» **Records**:

-- Opening Marker --

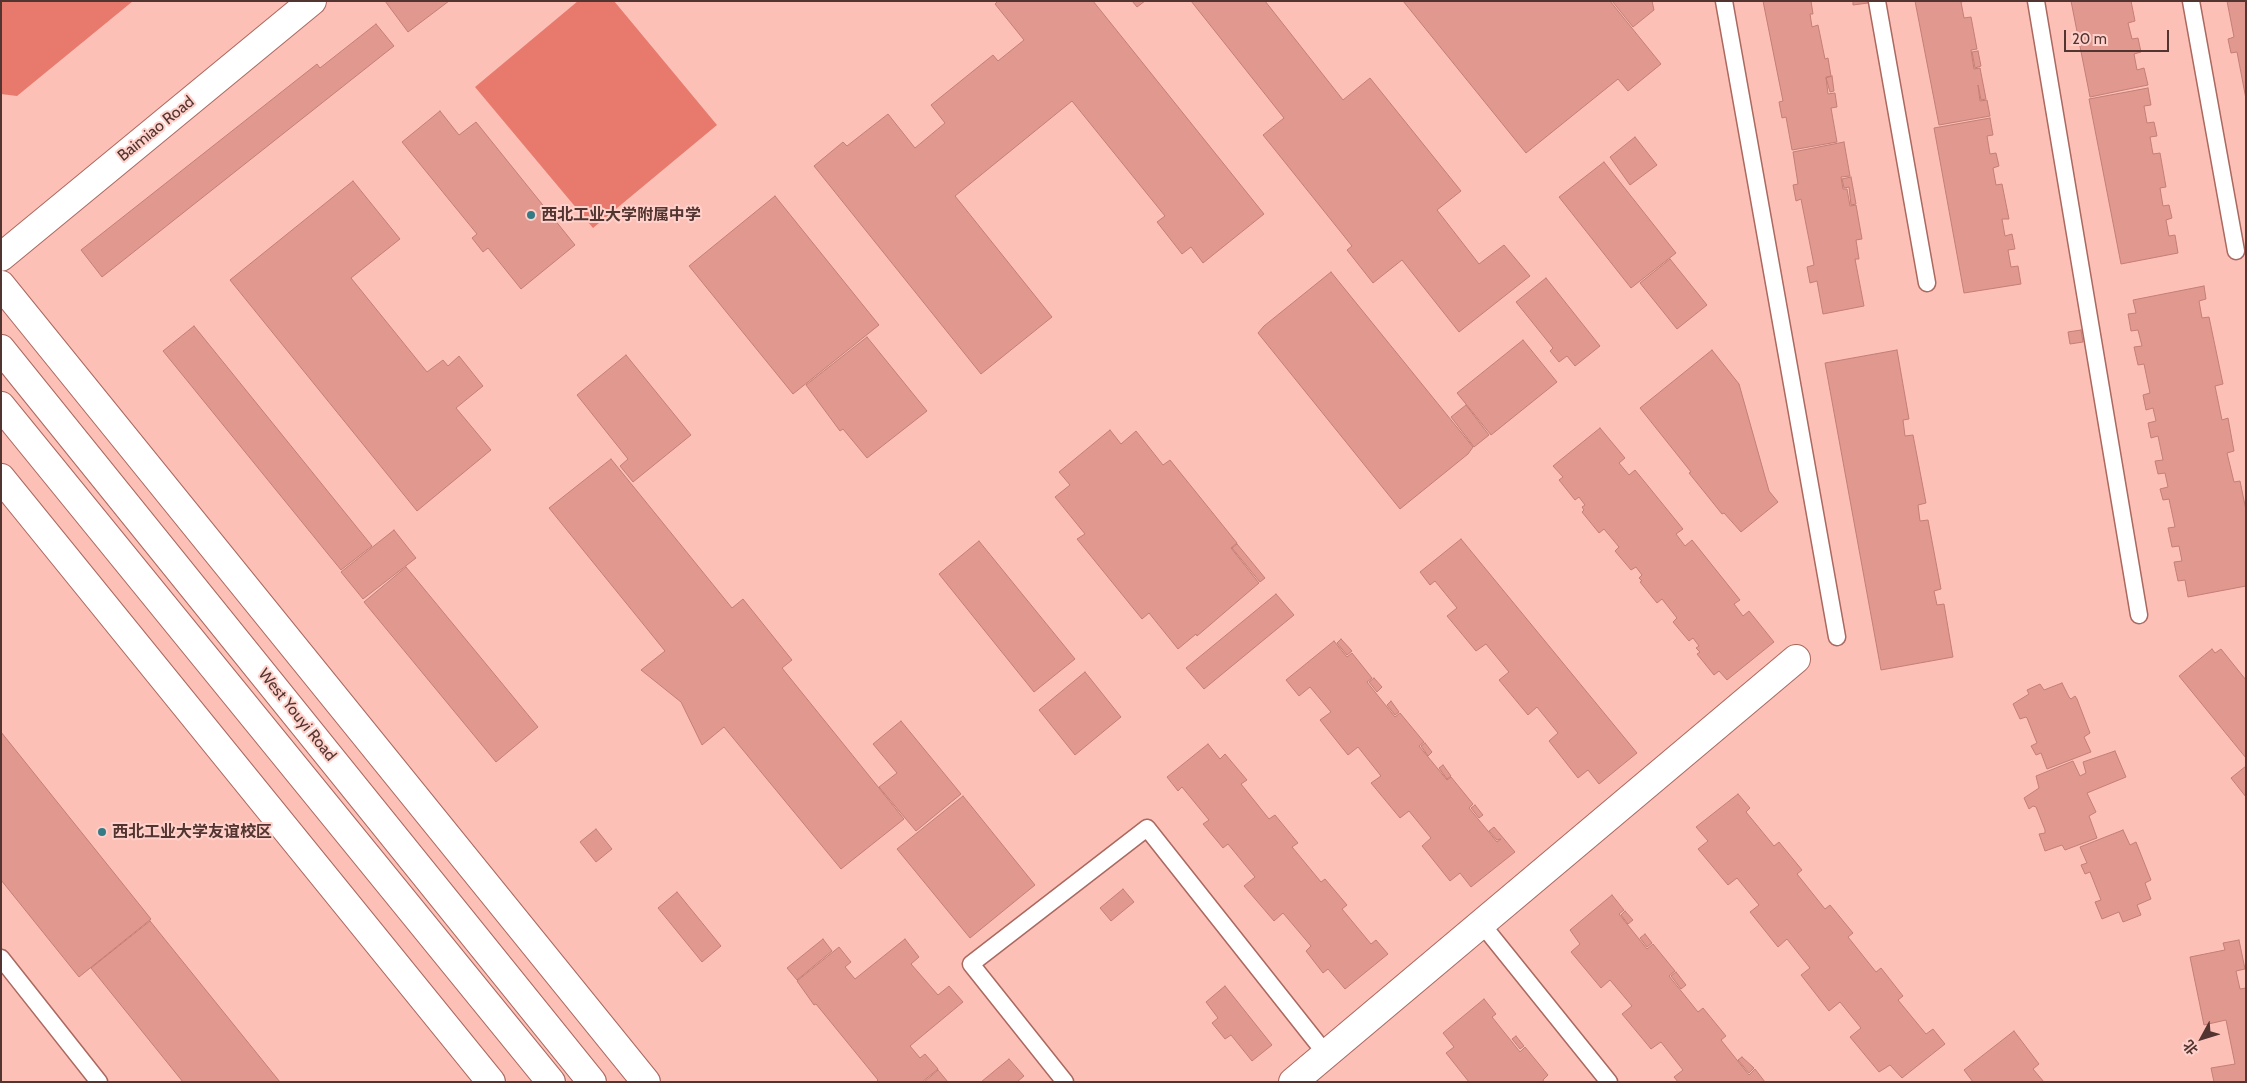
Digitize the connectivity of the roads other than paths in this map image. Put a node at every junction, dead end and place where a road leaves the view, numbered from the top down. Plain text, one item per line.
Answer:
1 (312, 1) edge
2 (1724, 1) edge
3 (1877, 1) edge
4 (2036, 1) edge
5 (2191, 1) edge
6 (2236, 251) dead end
7 (1, 257) edge
8 (1927, 283) dead end
9 (1, 285) edge
10 (1, 349) edge
11 (1, 406) edge
12 (1, 478) edge
13 (2139, 615) dead end
14 (1837, 637) dead end
15 (1796, 659) dead end
16 (1482, 923) junction
17 (1, 958) edge
18 (1326, 1054) junction
19 (99, 1082) edge
20 (491, 1082) edge
21 (551, 1082) edge
22 (592, 1082) edge
23 (646, 1082) edge
24 (1065, 1082) edge
25 (1293, 1082) edge
26 (1609, 1082) edge

1 - 7 street, Baimiao Road
2 - 14 lane
3 - 8 lane
4 - 13 lane
5 - 6 lane
9 - 23 street
10 - 22 street, West Youyi Road
11 - 21 street
12 - 20 street
15 - 16 street
16 - 18 street
16 - 26 lane
17 - 19 lane
18 - 24 lane
18 - 25 street

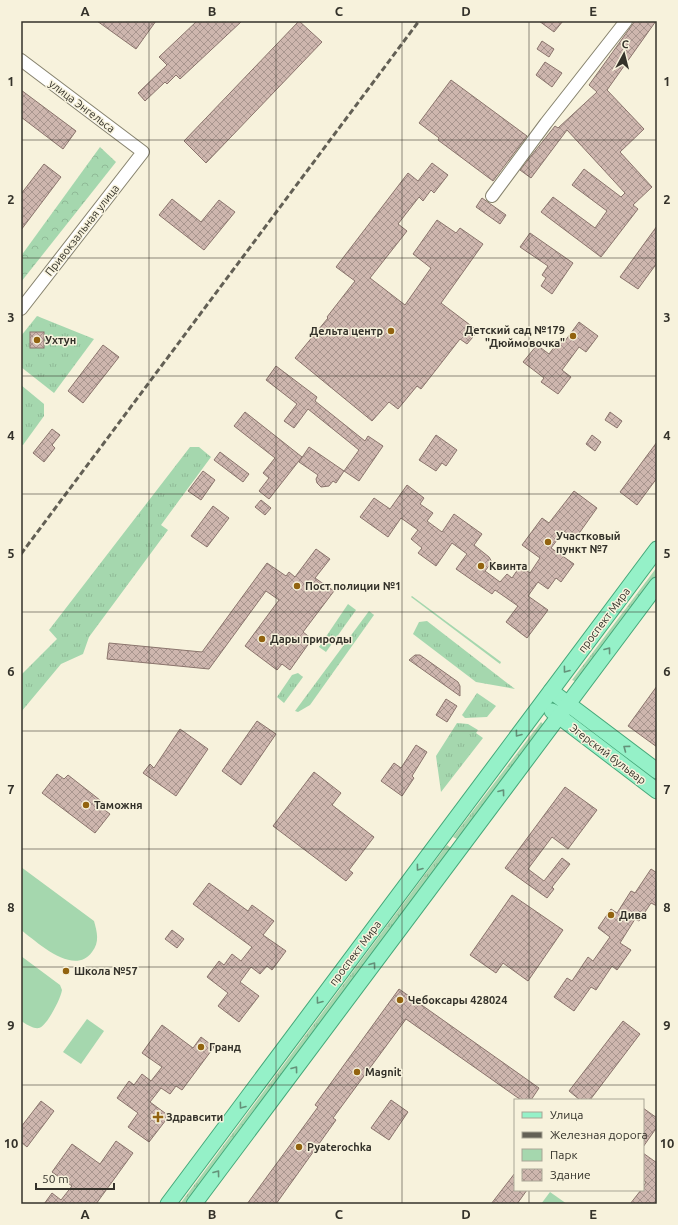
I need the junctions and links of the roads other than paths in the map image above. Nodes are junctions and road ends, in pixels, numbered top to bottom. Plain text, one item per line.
1 (626, 21) edge
2 (21, 60) edge
3 (143, 152) joint
4 (492, 196) dead end
5 (21, 309) edge
6 (657, 549) edge
7 (657, 585) edge
8 (551, 690) junction
9 (542, 703) junction
10 (568, 704) junction
11 (558, 717) junction
12 (657, 771) edge
13 (652, 787) edge
14 (442, 836) junction
15 (459, 850) junction
16 (168, 1204) edge
17 (194, 1204) edge

1 - 4 street
2 - 3 street, улица Энгельса
3 - 5 street, Привокзальная улица
6 -> 8 main road, проспект Мира
10 -> 7 main road, проспект Мира
8 - 9 main road, проспект Мира
8 - 10 main road, Эгерский бульвар
9 - 11 main road, Эгерский бульвар
9 -> 14 main road, проспект Мира
10 - 11 main road, проспект Мира
12 -> 10 main road, Эгерский бульвар
11 - 13 main road, Эгерский бульвар
15 -> 11 main road, проспект Мира
12 - 13 main road
14 - 15 main road
14 -> 16 main road, проспект Мира
17 -> 15 main road, проспект Мира

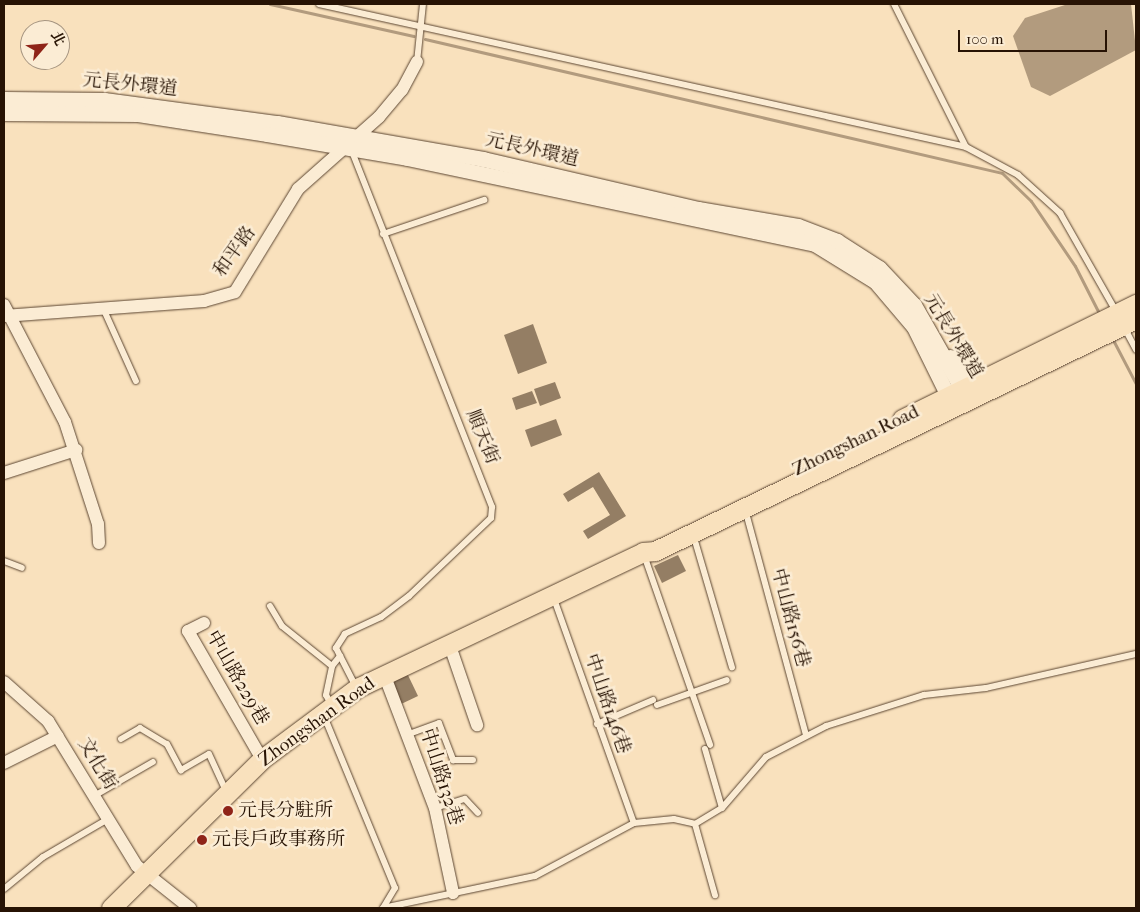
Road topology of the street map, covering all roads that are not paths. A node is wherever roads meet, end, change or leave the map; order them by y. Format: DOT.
graph roads {
  1 [pos="319,4"];
  2 [pos="423,4"];
  3 [pos="894,4"];
  4 [pos="422,28"];
  5 [pos="417,62"];
  6 [pos="4,99"];
  7 [pos="4,112"];
  8 [pos="350,144"];
  9 [pos="966,147"];
  10 [pos="484,200"];
  11 [pos="383,234"];
  12 [pos="1136,304"];
  13 [pos="102,307"];
  14 [pos="6,312"];
  15 [pos="1126,319"];
  16 [pos="1076,340"];
  17 [pos="940,348"];
  18 [pos="1136,350"];
  19 [pos="986,379"];
  20 [pos="136,380"];
  21 [pos="959,399"];
  22 [pos="76,450"];
  23 [pos="4,473"];
  24 [pos="745,508"];
  25 [pos="693,533"];
  26 [pos="99,543"];
  27 [pos="643,552"];
  28 [pos="4,561"];
  29 [pos="22,568"];
  30 [pos="553,595"];
  31 [pos="270,606"];
  32 [pos="204,623"];
  33 [pos="449,643"];
  34 [pos="1136,654"];
  35 [pos="340,656"];
  36 [pos="332,666"];
  37 [pos="732,667"];
  38 [pos="384,674"];
  39 [pos="727,680"];
  40 [pos="4,682"];
  41 [pos="356,688"];
  42 [pos="693,691"];
  43 [pos="328,709"];
  44 [pos="597,724"];
  45 [pos="477,725"];
  46 [pos="408,734"];
  47 [pos="806,735"];
  48 [pos="58,736"];
  49 [pos="122,739"];
  50 [pos="262,759"];
  51 [pos="473,760"];
  52 [pos="4,762"];
  53 [pos="153,762"];
  54 [pos="227,792"];
  55 [pos="94,796"];
  56 [pos="434,808"];
  57 [pos="722,808"];
  58 [pos="478,813"];
  59 [pos="108,819"];
  60 [pos="634,823"];
  61 [pos="695,824"];
  62 [pos="146,875"];
  63 [pos="4,889"];
  64 [pos="453,894"];
  65 [pos="715,895"];
  66 [pos="111,908"];
  67 [pos="190,908"];
  68 [pos="383,908"];
  1 -- 4 [label="lane"];
  2 -- 4 [label="lane"];
  3 -- 9 [label="lane"];
  4 -- 5 [label="lane"];
  4 -- 9 [label="lane"];
  5 -- 8 [label="street, 和平路"];
  6 -- 8 [label="street, 元長外環道"];
  7 -- 8 [label="street, 元長外環道"];
  8 -- 11 [label="lane, 順天街"];
  8 -- 13 [label="street, 和平路"];
  8 -- 17 [label="street, 元長外環道"];
  8 -- 21 [label="street, 元長外環道"];
  9 -- 15 [label="lane"];
  10 -- 11 [label="lane"];
  11 -- 35 [label="lane, 順天街"];
  12 -- 15 [label="main road"];
  13 -- 14 [label="street, 和平路"];
  13 -- 20 [label="lane"];
  14 -- 22 [label="street"];
  15 -- 16 [label="main road"];
  15 -- 18 [label="lane"];
  16 -- 19 [label="main road, Zhongshan Road"];
  16 -- 21 [label="main road, Zhongshan Road"];
  17 -- 19 [label="street"];
  17 -- 21 [label="street, 元長外環道"];
  19 -- 21 [label="main road, Zhongshan Road"];
  21 -- 24 [label="main road, Zhongshan Road"];
  21 -- 27 [label="main road, Zhongshan Road"];
  22 -- 23 [label="street"];
  22 -- 26 [label="street"];
  24 -- 25 [label="main road, Zhongshan Road"];
  24 -- 47 [label="lane, 中山路156巷"];
  25 -- 27 [label="main road, Zhongshan Road"];
  25 -- 37 [label="lane"];
  27 -- 30 [label="main road, Zhongshan Road"];
  27 -- 42 [label="lane"];
  28 -- 29 [label="lane"];
  30 -- 33 [label="main road, Zhongshan Road"];
  30 -- 44 [label="lane, 中山路146巷"];
  31 -- 36 [label="lane"];
  32 -- 50 [label="street, 中山路229巷"];
  33 -- 38 [label="main road, Zhongshan Road"];
  33 -- 45 [label="street"];
  34 -- 47 [label="lane"];
  35 -- 36 [label="lane"];
  35 -- 41 [label="lane"];
  36 -- 43 [label="lane"];
  38 -- 41 [label="main road, Zhongshan Road"];
  38 -- 46 [label="street, 中山路132巷"];
  39 -- 42 [label="lane"];
  40 -- 48 [label="street, 文化街"];
  41 -- 43 [label="main road, Zhongshan Road"];
  42 -- 44 [label="lane"];
  42 -- 57 [label="lane"];
  43 -- 50 [label="main road, Zhongshan Road"];
  43 -- 68 [label="lane"];
  44 -- 60 [label="lane, 中山路146巷"];
  46 -- 51 [label="lane"];
  46 -- 56 [label="street, 中山路132巷"];
  47 -- 57 [label="lane"];
  48 -- 52 [label="street"];
  48 -- 55 [label="street, 文化街"];
  49 -- 54 [label="lane"];
  50 -- 54 [label="main road, Zhongshan Road"];
  53 -- 55 [label="lane"];
  54 -- 62 [label="main road, Zhongshan Road"];
  55 -- 59 [label="street, 文化街"];
  56 -- 58 [label="lane"];
  56 -- 64 [label="street, 中山路132巷"];
  57 -- 61 [label="lane"];
  59 -- 62 [label="street, 文化街"];
  59 -- 63 [label="lane"];
  60 -- 61 [label="lane"];
  60 -- 64 [label="lane"];
  61 -- 65 [label="lane"];
  62 -- 66 [label="main road, Zhongshan Road"];
  62 -- 67 [label="street, 文化街"];
  64 -- 68 [label="lane"];
}
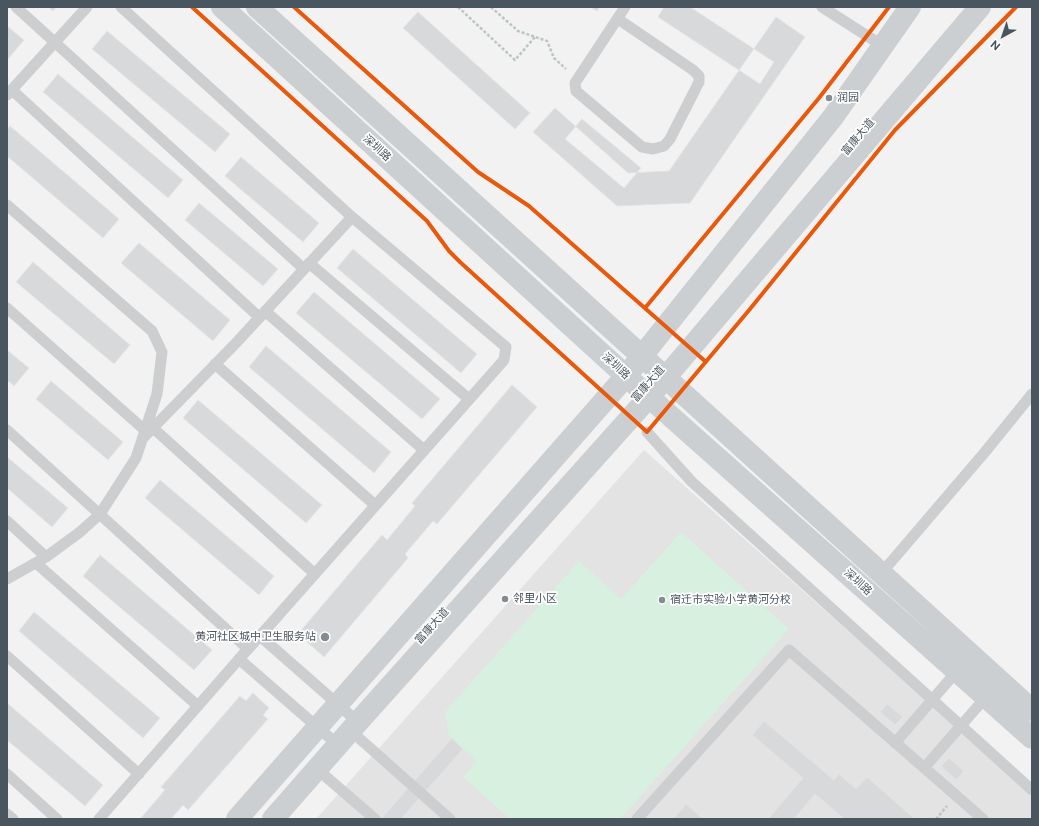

-- Closing Marker --

» **Work instructions**:
What is the number of lines in the data that contain "image"? Write that number and nothing else.

» **Exercise solution**:
2